Exercises to Flatten Your Stomach Fast

    Planking

    • Walk the plank on a regular basis and see your belly begin to take a firmer shape. Plank exercises are a great way to work on the stomach and have the added benefit of strengthening your back muscles as well. This exercise requires four repetitions at 1 minute each with a 20-second break in between.
      Get in a push-up position but place your elbows on the floor with your forearms resting on the ground pointing in the same direction as your head. Slightly bend your knees and hold your body perfectly still, like a plank. As your strength builds, vary this by planking on one leg and then another. Give your elbows some padding by placing a folded towel underneath them.

    Bicycle Crunches

    • Introduce yourself to your rectus abdominus with bicycle crunches.
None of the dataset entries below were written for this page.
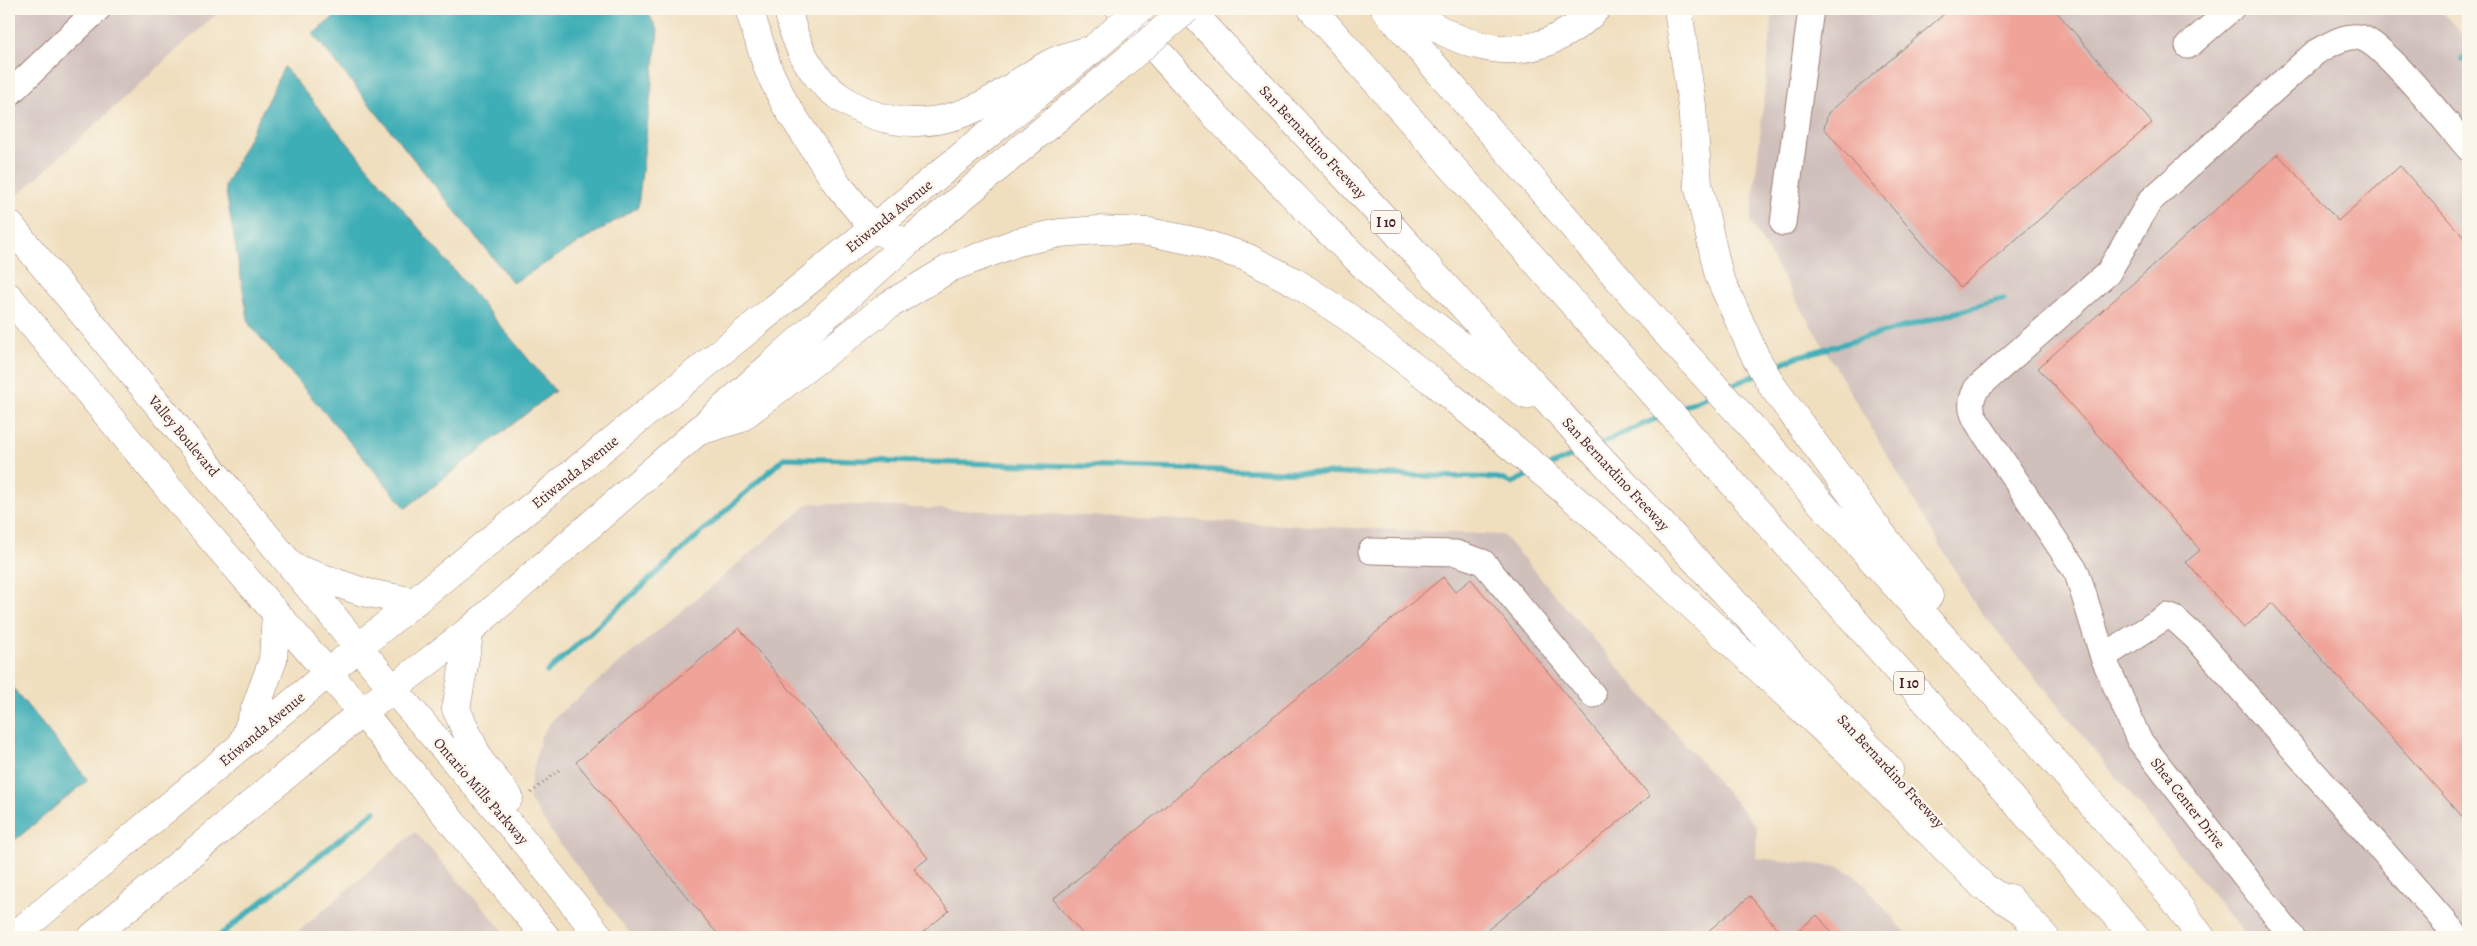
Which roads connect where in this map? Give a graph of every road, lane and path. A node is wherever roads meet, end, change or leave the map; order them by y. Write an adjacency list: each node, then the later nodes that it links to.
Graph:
1 (98, 9): 16 (street)
2 (749, 9): 20 (main road)
3 (788, 9): 15 (main road)
4 (1120, 9): 24 (main road)
5 (1140, 9): 15 (main road, Etiwanda Avenue, bridge)
6 (1188, 9): 21 (main road, Etiwanda Avenue, bridge); 24 (main road, San Bernardino Freeway / I 10)
7 (1312, 9): 48 (main road, I 10)
8 (1385, 9): 40 (main road)
9 (1408, 9): 10 (main road)
10 (1596, 9)
11 (1678, 9): 40 (main road)
12 (1811, 9): 18 (street)
13 (2231, 9): 14 (street)
14 (2188, 46)
15 (1093, 49): 20 (main road, Etiwanda Avenue)
16 (9, 94)
17 (2468, 148): 31 (street, Shea Center Drive)
18 (1783, 223)
19 (9, 224): 26 (main road, Valley Boulevard)
20 (874, 229): 21 (main road); 27 (main road, Etiwanda Avenue)
21 (907, 243): 23 (main road, Etiwanda Avenue)
22 (9, 297): 28 (main road)
23 (697, 432): 29 (main road, Etiwanda Avenue); 41 (main road)
24 (1581, 437): 41 (main road, San Bernardino Freeway / I 10)
25 (1371, 552): 34 (street)
26 (293, 567): 27 (main road); 30 (main road, Valley Boulevard)
27 (415, 602): 30 (main road, Etiwanda Avenue)
28 (276, 614): 32 (main road); 36 (main road)
29 (470, 630): 33 (main road, Etiwanda Avenue); 39 (main road)
30 (359, 647): 32 (main road, Etiwanda Avenue); 33 (main road, Ontario Mills Parkway)
31 (2103, 657): 50 (street, Shea Center Drive); 51 (street)
32 (328, 674): 35 (main road); 36 (main road, Etiwanda Avenue)
33 (392, 689): 35 (main road, Etiwanda Avenue); 39 (main road, Ontario Mills Parkway)
34 (1594, 695)
35 (362, 712): 42 (main road); 44 (main road, Etiwanda Avenue)
36 (241, 747): 43 (main road, Etiwanda Avenue)
37 (559, 770): 38 (path)
38 (525, 798)
39 (523, 840): 46 (main road, Ontario Mills Parkway)
40 (2170, 894): 49 (main road)
41 (2022, 911): 47 (main road, San Bernardino Freeway / I 10)
42 (538, 928): 45 (main road)
43 (13, 937)
44 (92, 937)
45 (565, 937)
46 (600, 937)
47 (2045, 937)
48 (2135, 937)
49 (2201, 937)
50 (2292, 937)
51 (2458, 937)

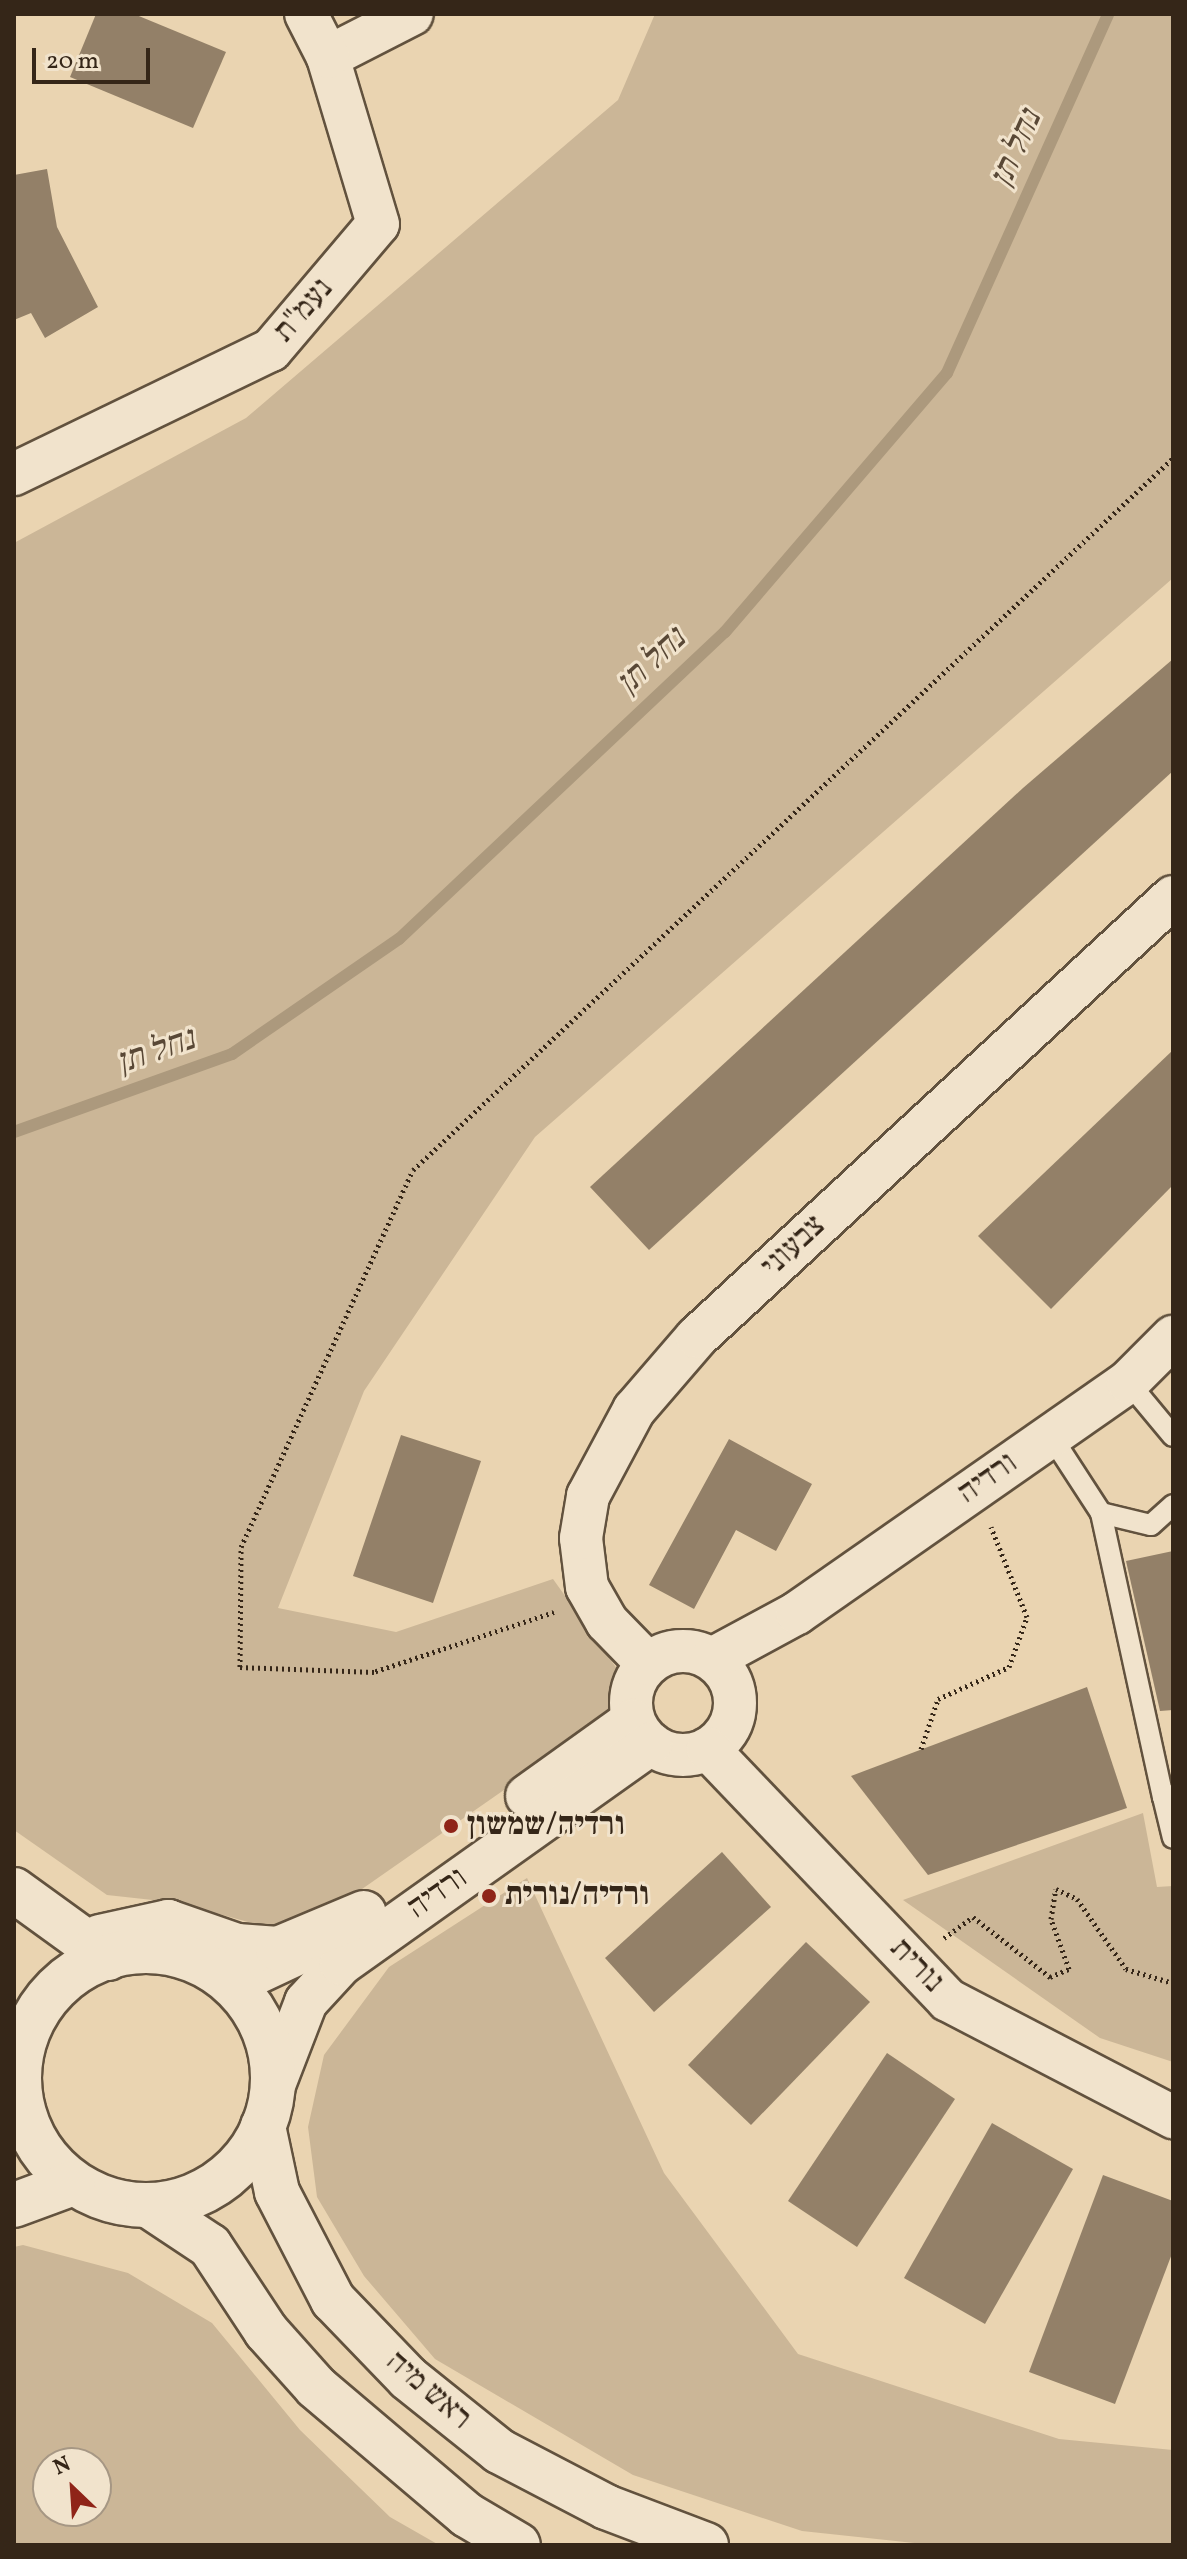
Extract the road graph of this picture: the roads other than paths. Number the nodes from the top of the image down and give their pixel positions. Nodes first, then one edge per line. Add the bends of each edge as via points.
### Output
1 (306, 14) edge
2 (412, 14) edge
3 (328, 57) junction
4 (14, 474) edge
5 (1173, 897) edge
6 (1173, 1337) edge
7 (1128, 1382) junction
8 (1051, 1436) junction
9 (1173, 1436) edge
10 (1173, 1505) edge
11 (1101, 1513) junction
12 (648, 1664) junction
13 (722, 1672) junction
14 (642, 1732) junction
15 (708, 1749) junction
16 (1168, 1796) edge
17 (1173, 1838) edge
18 (14, 1890) edge
19 (364, 1913) junction
20 (95, 1948) junction
21 (235, 1983) junction
22 (26, 2002) edge
23 (274, 2085) junction
24 (18, 2117) edge
25 (1173, 2117) edge
26 (263, 2126) junction
27 (73, 2183) junction
28 (14, 2205) edge
29 (148, 2205) junction
30 (518, 2545) edge
31 (706, 2545) edge

1 - 3 street, נעמ"ת
2 - 3 street
3 - 4 street, נעמ"ת via 378,224 271,350
5 - 12 street, צבעוני via 697,1337 634,1410 588,1496 581,1538 594,1599
6 - 7 street, ורדיה
7 - 8 street, ורדיה
7 - 9 lane
8 - 11 lane
8 - 13 street, ורדיה via 797,1613
10 - 11 lane via 1151,1525
11 - 16 lane
12 - 13 street via 679,1651
12 - 14 street via 632,1690
13 - 15 street via 732,1722
14 - 15 street via 678,1755
14 - 19 street, ורדיה
14 - 23 street, ורדיה via 341,1964 306,2002
15 - 25 street, נורית via 948,2000
16 - 17 lane
18 - 20 street
19 - 20 street via 278,1949 237,1946 168,1922
19 - 21 street, ורדיה via 312,1949
20 - 21 street via 178,1956
20 - 22 street via 80,1970
21 - 23 street via 268,2040
22 - 24 street
23 - 26 street
24 - 27 street
26 - 29 street via 244,2158 217,2183 184,2199
26 - 31 street, ראש מיה via 277,2192 333,2300 408,2378 499,2451 606,2507
27 - 28 street
27 - 29 street via 96,2195
29 - 30 street via 210,2246 266,2331 316,2387 467,2515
This muscle group is responsible for the six-pack look. Bicycle crunches work these muscles almost exclusively and are another appropriate way to gain tummy fitness. Work your way up to 4 sets of 30 reps each.
      Lie down on a gym mat or towel and gently press your lower back into the floor. Place your hands behind your head but don't lock them. As if riding a bicycle, slowly bend the left leg and bring it towards your chest at a 45-degree angle. As you do this, bring your right arm to the knee. As your right knee comes up, bring your left elbow to that knee.

    Vertical Leg Crunches

    • Work both your obliques and the rectus abdominus muscles with vertical leg crunches. This is a good all-around exercise and works the obliques, both internal and external, which are located on either side of the rectus abdominus. Start with 4 sets of 12 and work your way up to 20 reps.
      Begin by lying down on a gym mat or soft rug and raise your legs vertically with your knees slightly bent. Place your hands behind your head but don't lock your fingers. Slowly contract your abdominal muscles until your shoulder blades leave the ground. Work slowly and lead with your chin up---don't pull on your head or neck with the hands.

    Time Frame

    • Give yourself time to see results. Perform these exercises three days a week to start and gradually work up to exercising every other day. Do your best to maintain a low-fat diet. Give yourself 6 to 12 weeks to see results.